The NERC board discussed issues surrounding the FERC Order No. 901 directives, including whether or not the proposed reliability standard PRC-029-1 is “just, reasonable, not unduly discriminatory or preferential, in the public interest, helpful to reliability, practical, technically sound, technically feasible, and cost-justified,” according to a NERC memorandum.

On Jan. 17, NERC also submitted its Order No. 901 work plan, which consists of key milestones to meet the FERC directives by the filing deadlines. The Milestone 2 standards, in progress, focus on the development of reliability standards to address disturbance monitoring, performance-based ride-through requirements, and post-event performance validation for registered IBRs by the Nov. 4 deadline.

While Project 2020-02, which addressed generator ride-through directives from FERC Order No. 901 had created controversy, Projects 2021-04 and 2023-02 are on track for timely completion through the usual NERC standard development process, the memorandum says.

FERC’s Order No. 901 cited multiple reports of events with IBRs as the reason NERC should have reliability standards for ride-through frequency and voltage system disturbances. The standards should permit tripping of IBRs only to protect the IBR equipment in scenarios similar to when synchronous generation resources use tripping as protection from internal faults, FERC said. Exceptions should be applied to certain IBRs, and finding consensus around those directives was a part of the main issues addressed during the technical conference, according to NERC.

FERC said NERC must require registered IBRs to continue to perform frequency support during any bulk-power system disturbance and that any new or modified reliability standard must also require registered IBR generator owners and operators to prohibit momentary cessation in the no-trip zone during disturbances.

Under FERC’s order, NERC was required to submit new or modified reliability standards that establish IBR performance requirements, including requirements addressing frequency and voltage ride-through, post-disturbance ramp rates, phase lock loop synchronization, and other known causes of IBR tripping or momentary cessation.

“Therefore, we direct NERC through its standard development process to determine whether the new or modified reliability standards should provide for a limited and documented exemption for certain registered IBRs from voltage ride-through performance requirements. Any such exemption should be only for voltage ride-through performance for those existing IBRs that are unable to modify their coordinated protection and control settings to meet the requirements without physical modification of the IBRs’ equipment,” FERC said in the order.

During deliberations among NERC members, many argued that the proposed PRC-029-1 definition was too broad and ambiguous, particularly the inclusion of phrases like “entire” and “in its entirety,” when referring to a generating plant or facility.

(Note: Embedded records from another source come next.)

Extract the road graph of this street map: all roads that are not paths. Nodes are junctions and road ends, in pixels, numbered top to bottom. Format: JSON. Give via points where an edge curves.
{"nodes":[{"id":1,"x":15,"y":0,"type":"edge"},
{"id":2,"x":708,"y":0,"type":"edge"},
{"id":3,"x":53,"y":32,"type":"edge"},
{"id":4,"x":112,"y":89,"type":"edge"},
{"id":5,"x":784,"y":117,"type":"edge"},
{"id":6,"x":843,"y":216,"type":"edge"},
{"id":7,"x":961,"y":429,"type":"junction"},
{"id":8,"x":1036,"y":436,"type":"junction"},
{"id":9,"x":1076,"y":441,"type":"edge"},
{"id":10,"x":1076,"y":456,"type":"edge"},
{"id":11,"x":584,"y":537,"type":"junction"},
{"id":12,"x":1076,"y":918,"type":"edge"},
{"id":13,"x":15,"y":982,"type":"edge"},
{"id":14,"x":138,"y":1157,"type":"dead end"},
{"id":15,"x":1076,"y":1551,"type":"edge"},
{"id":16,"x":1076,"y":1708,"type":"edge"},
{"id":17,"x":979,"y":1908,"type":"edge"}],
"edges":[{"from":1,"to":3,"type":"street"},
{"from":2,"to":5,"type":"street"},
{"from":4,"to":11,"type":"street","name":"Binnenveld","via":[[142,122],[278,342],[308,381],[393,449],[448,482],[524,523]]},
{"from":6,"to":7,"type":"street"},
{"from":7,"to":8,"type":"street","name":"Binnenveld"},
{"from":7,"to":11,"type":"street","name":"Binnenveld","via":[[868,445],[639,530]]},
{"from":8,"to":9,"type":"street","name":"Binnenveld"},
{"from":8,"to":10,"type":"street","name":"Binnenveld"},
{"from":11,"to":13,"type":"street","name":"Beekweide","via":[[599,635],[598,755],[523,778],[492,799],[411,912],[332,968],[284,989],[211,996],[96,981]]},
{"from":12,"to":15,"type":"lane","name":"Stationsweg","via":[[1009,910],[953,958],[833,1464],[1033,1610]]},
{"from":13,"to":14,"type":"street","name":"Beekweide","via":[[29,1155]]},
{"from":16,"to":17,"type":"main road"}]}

Those parties recommended revisions to clarify the definition and ensure it aligns better with Institute of Electrical and Electronics Engineers Standard 2800, which covers interconnection and interoperability of IBRs, and interconnection with associated transmission systems.

Project 2020-02 will enhance reliability by requiring entities to perform energy reliability assessments to evaluate energy assurance and develop corrective action plans to address identified risks, NERC said. These energy reliability assessments should evaluate energy assurance across operations planning, near-term transmission planning, and long-term transmission planning or equivalent time horizons by analyzing the expected resource mix availability and flexibility and the expected availability of fuel during the study period.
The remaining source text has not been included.